%%
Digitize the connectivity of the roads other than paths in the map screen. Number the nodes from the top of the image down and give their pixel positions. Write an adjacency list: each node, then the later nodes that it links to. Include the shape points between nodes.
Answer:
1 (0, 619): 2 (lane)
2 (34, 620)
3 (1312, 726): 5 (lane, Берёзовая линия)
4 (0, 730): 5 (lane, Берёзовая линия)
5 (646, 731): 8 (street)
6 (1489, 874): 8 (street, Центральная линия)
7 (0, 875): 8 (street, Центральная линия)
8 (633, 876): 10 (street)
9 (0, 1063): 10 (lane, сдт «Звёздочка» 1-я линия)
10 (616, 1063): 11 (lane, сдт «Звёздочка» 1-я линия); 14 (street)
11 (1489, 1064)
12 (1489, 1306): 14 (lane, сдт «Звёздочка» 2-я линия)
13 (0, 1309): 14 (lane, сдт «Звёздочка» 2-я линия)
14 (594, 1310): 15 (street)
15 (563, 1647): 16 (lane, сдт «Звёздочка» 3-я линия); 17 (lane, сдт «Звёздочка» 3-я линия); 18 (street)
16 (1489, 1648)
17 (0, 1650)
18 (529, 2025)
%%
**Exercise goal:** Copy out the material above in its entirety. Every detail must match.

**Exercise answer:**
Digitize the connectivity of the roads other than paths in the map screen. Number the nodes from the top of the image down and give their pixel positions. Write an adjacency list: each node, then the later nodes that it links to. Include the shape points between nodes.
Answer:
1 (0, 619): 2 (lane)
2 (34, 620)
3 (1312, 726): 5 (lane, Берёзовая линия)
4 (0, 730): 5 (lane, Берёзовая линия)
5 (646, 731): 8 (street)
6 (1489, 874): 8 (street, Центральная линия)
7 (0, 875): 8 (street, Центральная линия)
8 (633, 876): 10 (street)
9 (0, 1063): 10 (lane, сдт «Звёздочка» 1-я линия)
10 (616, 1063): 11 (lane, сдт «Звёздочка» 1-я линия); 14 (street)
11 (1489, 1064)
12 (1489, 1306): 14 (lane, сдт «Звёздочка» 2-я линия)
13 (0, 1309): 14 (lane, сдт «Звёздочка» 2-я линия)
14 (594, 1310): 15 (street)
15 (563, 1647): 16 (lane, сдт «Звёздочка» 3-я линия); 17 (lane, сдт «Звёздочка» 3-я линия); 18 (street)
16 (1489, 1648)
17 (0, 1650)
18 (529, 2025)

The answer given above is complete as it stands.